Last September my eleven year old daughter came home from school and said, “Mom, my teacher said all the students in India and China have higher IQs than all the American people combined. She said we will have to compete for jobs with them, so we had better work hard!” This statement caused me to pause for a moment. At first I thought, “How dare this teacher say such a thing to my daughter!” But as I got thinking I decided that this was one of those teachable moments that all the ‘experts’ talk about. That one statement encompassed so many divergent yet some how interrelated subjects under the one umbrella of my hopes and dreams for my child. I thought about standardized testing, what skills are really necessary to make it in the world, what jobs will look like in the future, what defines success, what my over all world view is, and finally how one embattled teacher is trying to lead these kids into the future.
First, I am certain that Elizabeth misinterpreted what the teacher was saying. I am sure her teacher was referring to standardized tests, not IQ. While it may be true that foreign kids do better on some standardized tests, my feeling is that these tests only measure one portion of the spectrum of human intellect. They are innately limited. Just like our eyes can only perceive one small tiny percentage of the light spectrum, so these tests only divine a small part of our children’s potential.
I also wonder, who is being tested? Other countries have significantly different educational systems that start tracking kids into educational levels at an early age. Are they testing the kids who are going to drop out in middle school and become farmers or only the kids on track for college? What about over all penetration of education in the population? In the US, every kid is educated, even kids that won’t benefit from an education long term. Do those countries that we compare ourselves so severely against do the same? Is every kid in every rural village, slum, or farm going to school everyday and then potentially a candidate for this test?
Later that day, while we were on our way to Walmart, I asked Elizabeth how she felt about what her teacher said. She said, “It scares me that I won’t be able to have a job in the future. I am afraid I won’t be able to support my family.” She was worried that people from India and China would move to the United States and take all the jobs and the Americans wouldn’t have any. Her response lead us to a big discussion about a global economy, outsourcing of jobs overseas, and what jobs may look like in the future. “You know, you can make your own job,” I said. She looked at me in surprise and said, “Really? Do you have to ask the government?” I laughed and said of course not and went on to enumerate the many people we knew who owned their own business. “Your Aunt Lynn owns her own company. If you become a musician then you will very likely make your own jobs.” Again, the answer was, “Really?”

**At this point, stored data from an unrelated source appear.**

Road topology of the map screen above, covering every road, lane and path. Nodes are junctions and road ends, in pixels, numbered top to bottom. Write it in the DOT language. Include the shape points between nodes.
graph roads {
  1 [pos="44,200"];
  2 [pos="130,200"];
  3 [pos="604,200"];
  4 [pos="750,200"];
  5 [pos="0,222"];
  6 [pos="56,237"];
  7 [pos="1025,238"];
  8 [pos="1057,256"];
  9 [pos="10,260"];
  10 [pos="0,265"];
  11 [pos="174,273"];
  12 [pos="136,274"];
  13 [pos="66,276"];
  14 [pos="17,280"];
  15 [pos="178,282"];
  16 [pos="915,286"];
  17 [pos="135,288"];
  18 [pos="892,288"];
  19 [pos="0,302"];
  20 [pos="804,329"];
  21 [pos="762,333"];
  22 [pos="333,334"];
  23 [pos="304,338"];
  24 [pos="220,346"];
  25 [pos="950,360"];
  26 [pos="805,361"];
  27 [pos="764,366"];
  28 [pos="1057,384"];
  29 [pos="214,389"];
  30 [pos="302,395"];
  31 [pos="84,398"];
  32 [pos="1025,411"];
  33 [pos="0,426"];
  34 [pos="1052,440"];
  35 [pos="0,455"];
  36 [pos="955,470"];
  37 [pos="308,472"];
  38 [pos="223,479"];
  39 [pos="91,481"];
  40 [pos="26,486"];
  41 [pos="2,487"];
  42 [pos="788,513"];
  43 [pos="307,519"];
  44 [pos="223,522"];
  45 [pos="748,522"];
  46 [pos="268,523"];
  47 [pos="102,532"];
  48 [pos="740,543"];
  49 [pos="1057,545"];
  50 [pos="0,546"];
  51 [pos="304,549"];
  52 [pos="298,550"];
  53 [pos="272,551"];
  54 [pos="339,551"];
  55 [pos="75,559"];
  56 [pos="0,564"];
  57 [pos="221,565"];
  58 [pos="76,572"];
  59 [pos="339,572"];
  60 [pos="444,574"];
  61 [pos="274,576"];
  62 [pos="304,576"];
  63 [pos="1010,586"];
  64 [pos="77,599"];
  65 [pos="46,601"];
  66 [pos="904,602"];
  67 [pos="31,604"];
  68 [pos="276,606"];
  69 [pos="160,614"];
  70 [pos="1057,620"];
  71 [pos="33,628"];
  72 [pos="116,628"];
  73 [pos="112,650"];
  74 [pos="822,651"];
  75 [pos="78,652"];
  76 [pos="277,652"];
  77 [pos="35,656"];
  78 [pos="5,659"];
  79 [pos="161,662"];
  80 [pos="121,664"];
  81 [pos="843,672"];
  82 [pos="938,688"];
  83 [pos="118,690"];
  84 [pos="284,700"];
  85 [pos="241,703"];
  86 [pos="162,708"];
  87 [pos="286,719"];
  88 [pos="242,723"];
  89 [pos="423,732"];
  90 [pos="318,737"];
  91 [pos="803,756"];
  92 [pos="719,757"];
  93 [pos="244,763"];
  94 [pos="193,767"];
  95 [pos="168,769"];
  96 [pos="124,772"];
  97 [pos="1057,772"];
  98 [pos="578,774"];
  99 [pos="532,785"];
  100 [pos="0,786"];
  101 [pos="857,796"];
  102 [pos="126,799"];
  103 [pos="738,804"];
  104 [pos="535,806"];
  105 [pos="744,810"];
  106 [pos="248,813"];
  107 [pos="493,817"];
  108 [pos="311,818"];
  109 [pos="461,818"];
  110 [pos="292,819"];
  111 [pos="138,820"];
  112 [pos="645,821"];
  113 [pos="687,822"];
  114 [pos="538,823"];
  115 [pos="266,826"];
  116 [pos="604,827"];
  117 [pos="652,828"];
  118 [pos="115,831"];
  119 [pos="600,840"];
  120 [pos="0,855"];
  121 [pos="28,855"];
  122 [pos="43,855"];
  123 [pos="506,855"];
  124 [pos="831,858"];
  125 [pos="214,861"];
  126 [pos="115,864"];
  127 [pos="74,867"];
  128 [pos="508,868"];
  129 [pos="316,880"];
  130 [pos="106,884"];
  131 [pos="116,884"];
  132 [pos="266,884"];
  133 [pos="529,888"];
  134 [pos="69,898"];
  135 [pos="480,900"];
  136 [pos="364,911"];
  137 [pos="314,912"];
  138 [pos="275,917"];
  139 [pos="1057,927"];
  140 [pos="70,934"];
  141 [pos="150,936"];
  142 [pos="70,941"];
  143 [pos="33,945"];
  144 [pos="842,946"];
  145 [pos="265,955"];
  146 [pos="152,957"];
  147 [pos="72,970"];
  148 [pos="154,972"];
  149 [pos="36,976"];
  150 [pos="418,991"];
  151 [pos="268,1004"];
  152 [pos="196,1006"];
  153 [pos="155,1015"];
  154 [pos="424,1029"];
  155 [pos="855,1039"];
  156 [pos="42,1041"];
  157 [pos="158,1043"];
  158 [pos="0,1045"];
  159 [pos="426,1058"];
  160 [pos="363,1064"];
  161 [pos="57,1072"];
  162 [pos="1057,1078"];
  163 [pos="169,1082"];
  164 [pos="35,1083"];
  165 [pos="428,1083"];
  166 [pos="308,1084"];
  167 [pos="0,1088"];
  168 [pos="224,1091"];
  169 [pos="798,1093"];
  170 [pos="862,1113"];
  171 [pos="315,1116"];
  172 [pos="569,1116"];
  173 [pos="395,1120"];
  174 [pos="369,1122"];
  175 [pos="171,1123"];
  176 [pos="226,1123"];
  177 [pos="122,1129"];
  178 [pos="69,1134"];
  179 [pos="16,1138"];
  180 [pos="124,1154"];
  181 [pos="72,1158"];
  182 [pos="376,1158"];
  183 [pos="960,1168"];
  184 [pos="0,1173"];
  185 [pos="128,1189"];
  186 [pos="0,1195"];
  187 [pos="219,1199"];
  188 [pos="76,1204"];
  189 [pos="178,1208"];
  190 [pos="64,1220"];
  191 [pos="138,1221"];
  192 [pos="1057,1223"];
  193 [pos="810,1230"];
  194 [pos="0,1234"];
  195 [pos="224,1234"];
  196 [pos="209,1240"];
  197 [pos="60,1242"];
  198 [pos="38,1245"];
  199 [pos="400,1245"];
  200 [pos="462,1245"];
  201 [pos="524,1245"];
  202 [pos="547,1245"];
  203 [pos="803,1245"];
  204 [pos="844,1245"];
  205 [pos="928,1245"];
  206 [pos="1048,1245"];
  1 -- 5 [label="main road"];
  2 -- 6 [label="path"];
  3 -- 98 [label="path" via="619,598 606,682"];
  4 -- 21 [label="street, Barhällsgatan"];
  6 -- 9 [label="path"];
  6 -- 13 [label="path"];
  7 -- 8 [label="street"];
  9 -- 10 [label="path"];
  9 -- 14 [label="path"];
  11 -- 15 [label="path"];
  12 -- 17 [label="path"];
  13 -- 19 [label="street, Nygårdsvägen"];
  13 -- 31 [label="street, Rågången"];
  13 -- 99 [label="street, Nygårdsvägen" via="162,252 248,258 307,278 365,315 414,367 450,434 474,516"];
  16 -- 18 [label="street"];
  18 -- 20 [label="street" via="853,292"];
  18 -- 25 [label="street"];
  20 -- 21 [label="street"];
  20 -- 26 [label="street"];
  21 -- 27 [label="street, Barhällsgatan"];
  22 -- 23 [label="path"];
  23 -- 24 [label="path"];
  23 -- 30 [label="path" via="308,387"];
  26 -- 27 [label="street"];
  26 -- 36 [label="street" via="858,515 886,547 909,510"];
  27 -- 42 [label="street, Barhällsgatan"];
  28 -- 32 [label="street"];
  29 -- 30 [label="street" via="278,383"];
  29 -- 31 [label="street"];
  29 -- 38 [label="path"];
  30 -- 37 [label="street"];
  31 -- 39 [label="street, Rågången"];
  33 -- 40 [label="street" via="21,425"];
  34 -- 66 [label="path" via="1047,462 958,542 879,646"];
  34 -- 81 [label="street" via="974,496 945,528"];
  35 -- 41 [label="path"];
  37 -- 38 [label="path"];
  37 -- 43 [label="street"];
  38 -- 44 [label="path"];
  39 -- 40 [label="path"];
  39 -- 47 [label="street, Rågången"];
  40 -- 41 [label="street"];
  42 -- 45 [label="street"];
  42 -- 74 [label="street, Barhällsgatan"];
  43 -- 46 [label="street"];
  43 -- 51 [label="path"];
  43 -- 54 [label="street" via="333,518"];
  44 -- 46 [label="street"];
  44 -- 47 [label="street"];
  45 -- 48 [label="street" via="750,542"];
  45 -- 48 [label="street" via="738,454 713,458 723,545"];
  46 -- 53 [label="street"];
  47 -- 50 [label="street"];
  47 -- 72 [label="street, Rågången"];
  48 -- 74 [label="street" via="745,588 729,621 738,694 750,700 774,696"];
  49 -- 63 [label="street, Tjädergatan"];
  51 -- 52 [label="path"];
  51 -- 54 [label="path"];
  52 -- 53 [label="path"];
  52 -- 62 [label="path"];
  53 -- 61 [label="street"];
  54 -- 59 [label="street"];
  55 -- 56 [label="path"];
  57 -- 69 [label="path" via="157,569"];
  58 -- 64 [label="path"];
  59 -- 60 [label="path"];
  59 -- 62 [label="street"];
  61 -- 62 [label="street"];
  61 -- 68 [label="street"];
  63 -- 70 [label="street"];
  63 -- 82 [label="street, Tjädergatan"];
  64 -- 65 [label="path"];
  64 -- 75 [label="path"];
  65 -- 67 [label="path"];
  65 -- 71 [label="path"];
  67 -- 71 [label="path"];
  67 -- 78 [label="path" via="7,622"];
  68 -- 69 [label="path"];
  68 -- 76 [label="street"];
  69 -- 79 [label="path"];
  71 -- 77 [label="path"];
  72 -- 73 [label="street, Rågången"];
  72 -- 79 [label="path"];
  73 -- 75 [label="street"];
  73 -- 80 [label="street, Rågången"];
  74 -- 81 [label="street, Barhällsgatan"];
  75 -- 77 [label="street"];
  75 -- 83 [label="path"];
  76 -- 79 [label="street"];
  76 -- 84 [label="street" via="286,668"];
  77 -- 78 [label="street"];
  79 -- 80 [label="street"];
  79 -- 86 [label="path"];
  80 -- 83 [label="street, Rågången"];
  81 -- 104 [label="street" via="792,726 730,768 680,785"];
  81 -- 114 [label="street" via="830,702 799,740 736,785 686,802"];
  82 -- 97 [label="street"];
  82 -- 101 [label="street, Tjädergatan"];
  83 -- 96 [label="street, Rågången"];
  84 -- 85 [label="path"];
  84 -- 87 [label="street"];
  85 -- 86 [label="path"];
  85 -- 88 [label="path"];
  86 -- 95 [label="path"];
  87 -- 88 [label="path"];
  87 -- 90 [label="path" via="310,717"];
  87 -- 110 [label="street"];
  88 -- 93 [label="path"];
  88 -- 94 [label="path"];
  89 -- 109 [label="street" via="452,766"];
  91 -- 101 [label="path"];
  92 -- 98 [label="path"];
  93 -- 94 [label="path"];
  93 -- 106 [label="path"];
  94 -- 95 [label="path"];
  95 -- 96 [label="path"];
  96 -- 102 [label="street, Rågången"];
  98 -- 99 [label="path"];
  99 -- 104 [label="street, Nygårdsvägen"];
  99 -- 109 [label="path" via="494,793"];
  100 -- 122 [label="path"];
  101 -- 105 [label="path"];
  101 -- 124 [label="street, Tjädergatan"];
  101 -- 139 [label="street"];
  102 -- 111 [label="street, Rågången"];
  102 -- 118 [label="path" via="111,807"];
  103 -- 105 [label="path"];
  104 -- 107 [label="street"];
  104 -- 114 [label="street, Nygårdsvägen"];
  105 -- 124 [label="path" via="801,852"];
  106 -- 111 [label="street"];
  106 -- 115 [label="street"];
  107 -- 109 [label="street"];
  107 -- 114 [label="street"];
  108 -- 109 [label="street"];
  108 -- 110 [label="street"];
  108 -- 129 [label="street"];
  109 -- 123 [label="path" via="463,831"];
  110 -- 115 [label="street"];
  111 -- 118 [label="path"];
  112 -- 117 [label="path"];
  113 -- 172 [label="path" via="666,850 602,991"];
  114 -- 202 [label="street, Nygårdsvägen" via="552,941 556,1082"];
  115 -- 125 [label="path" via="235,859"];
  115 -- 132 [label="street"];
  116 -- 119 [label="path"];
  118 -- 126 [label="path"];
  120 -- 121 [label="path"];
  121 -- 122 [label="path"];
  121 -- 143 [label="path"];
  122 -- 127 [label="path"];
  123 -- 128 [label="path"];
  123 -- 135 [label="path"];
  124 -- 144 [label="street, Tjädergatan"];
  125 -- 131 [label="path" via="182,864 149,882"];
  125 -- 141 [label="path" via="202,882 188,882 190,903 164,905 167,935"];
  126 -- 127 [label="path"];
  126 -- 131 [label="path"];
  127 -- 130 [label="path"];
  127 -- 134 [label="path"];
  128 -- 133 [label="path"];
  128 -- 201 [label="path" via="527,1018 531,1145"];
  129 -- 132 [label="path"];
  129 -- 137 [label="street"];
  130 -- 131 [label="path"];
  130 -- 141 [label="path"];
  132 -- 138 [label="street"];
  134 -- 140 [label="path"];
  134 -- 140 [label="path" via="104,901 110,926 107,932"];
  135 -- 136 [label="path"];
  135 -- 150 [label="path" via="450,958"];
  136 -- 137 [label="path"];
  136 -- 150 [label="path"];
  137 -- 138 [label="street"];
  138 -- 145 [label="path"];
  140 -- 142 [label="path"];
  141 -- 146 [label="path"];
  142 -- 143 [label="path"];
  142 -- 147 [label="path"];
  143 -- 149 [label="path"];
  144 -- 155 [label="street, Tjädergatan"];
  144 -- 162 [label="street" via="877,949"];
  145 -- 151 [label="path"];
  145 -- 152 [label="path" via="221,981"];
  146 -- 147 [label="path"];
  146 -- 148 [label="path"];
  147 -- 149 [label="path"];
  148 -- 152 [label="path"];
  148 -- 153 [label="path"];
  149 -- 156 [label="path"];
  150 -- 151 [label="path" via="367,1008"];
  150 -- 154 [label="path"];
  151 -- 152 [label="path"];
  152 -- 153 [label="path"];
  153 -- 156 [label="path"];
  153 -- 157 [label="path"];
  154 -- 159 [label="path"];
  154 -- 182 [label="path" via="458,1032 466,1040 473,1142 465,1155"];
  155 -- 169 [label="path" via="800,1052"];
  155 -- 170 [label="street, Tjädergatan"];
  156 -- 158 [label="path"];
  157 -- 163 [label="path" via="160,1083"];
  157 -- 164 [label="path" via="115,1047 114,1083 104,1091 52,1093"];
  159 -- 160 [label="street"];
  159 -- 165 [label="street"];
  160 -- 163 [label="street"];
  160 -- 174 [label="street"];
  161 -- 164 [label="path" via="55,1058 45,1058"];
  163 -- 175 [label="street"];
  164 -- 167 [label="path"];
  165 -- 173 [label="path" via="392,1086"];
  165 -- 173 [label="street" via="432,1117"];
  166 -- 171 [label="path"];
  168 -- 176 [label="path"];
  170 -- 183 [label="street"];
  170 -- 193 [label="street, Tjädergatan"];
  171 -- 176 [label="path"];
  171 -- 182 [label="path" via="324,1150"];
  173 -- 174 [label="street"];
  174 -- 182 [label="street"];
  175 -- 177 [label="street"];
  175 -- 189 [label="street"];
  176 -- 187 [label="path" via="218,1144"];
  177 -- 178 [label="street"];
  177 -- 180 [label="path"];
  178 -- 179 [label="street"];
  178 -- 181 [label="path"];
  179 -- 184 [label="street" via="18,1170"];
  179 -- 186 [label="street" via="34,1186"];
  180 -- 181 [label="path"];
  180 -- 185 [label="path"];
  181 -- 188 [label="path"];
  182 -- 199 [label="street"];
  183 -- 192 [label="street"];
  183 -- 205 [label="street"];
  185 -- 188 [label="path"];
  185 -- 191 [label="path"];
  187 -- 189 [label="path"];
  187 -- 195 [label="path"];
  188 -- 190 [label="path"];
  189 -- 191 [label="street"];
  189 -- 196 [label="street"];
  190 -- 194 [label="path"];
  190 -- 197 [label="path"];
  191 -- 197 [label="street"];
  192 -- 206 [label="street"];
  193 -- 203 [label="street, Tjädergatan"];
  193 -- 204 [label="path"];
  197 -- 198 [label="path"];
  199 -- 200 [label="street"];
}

The honest truth is that the career Elizabeth will have will not look anything like what my husband and I have today. Just like my job does not look like my parents. It is possible that Elizabeth will never work in an office environment at all, or on a limited basis. She will probably have a job with a set of skills that don’t even exist yet. She may work for a Chinese company, but not live in China.
The main point I wanted to drive home with her during this conversation is that I believe that the world is an abundant place. Just because the economy in China and India are doing well, does not automatically mean that our economy has to be doing poorly. In other words their success right now is not the cause of our current troubles. I believe that there is enough for everyone and the fact of the matter is if Elizabeth ends up making even half of what our family income is today adjusted for inflation, she will be wealthier than the vast majority of the world. I, like all other parents, wish my child to be more successful than I. But really what is success?
I think we spend a lot of time focusing on the material aspects of success, and the material aspects of having a career. A career is not all about making a lot of money. I hold out hope that Elizabeth will follow what she loves. I tell her over and over again that she should do what she loves and she will find a way to make a living doing it. Is her happiness worth the big house and car? What about balancing a family if that is what she chooses? Contentment, I think, is a goal in and of itself. Contentment is the dowdy sister of Wealth and Fame. She is ignored and cast aside in the pursuit of the others. But if you seek Contentment out, she will reward you with a life that is quieter than Fame will allow and not necessarily as financially stable as Wealth. But she is less fickle than both and you will have rich and textured life. That’s not to say there won’t be challenges, but you will be in the captains chair of your life, because Contentment is all about letting you be you. To me, a life richly lead with a lot of experiences and love trumps the material things any day.
And now I come full circle back to the embattled teacher. I can see her in her class room. She has more students and less money. She is desperately trying to prepare these kids for economic opportunities that don’t even exist yet, based on economic realities that are in their death throws. The US economy is in a tail spin and people are afraid and uncertain about their futures. Trying to prepare someone else’s is virtually impossible. She is fighting the kids to get them to read and write more. She is fighting the district for more money. And sadly, she is probably fighting a fair amount of the parents that either do not care, are so overwhelmed that they can’t even deal with their kids school work, or in their infinite wisdom, do not agree with her approach. She is afraid for the kids future and wants to try to motivate them to do better, to be competitive, to care about their future too. That is probably where that statement, “All the kids in India and China are smarter than you,” came from. And so I have to thank her because she gave me an excellent opportunity to talk to my child about my world view and hopefully help develop her own. But I do have this message for my girl: “Honey, there is nothing more important than an education and you will be reading over the summer.”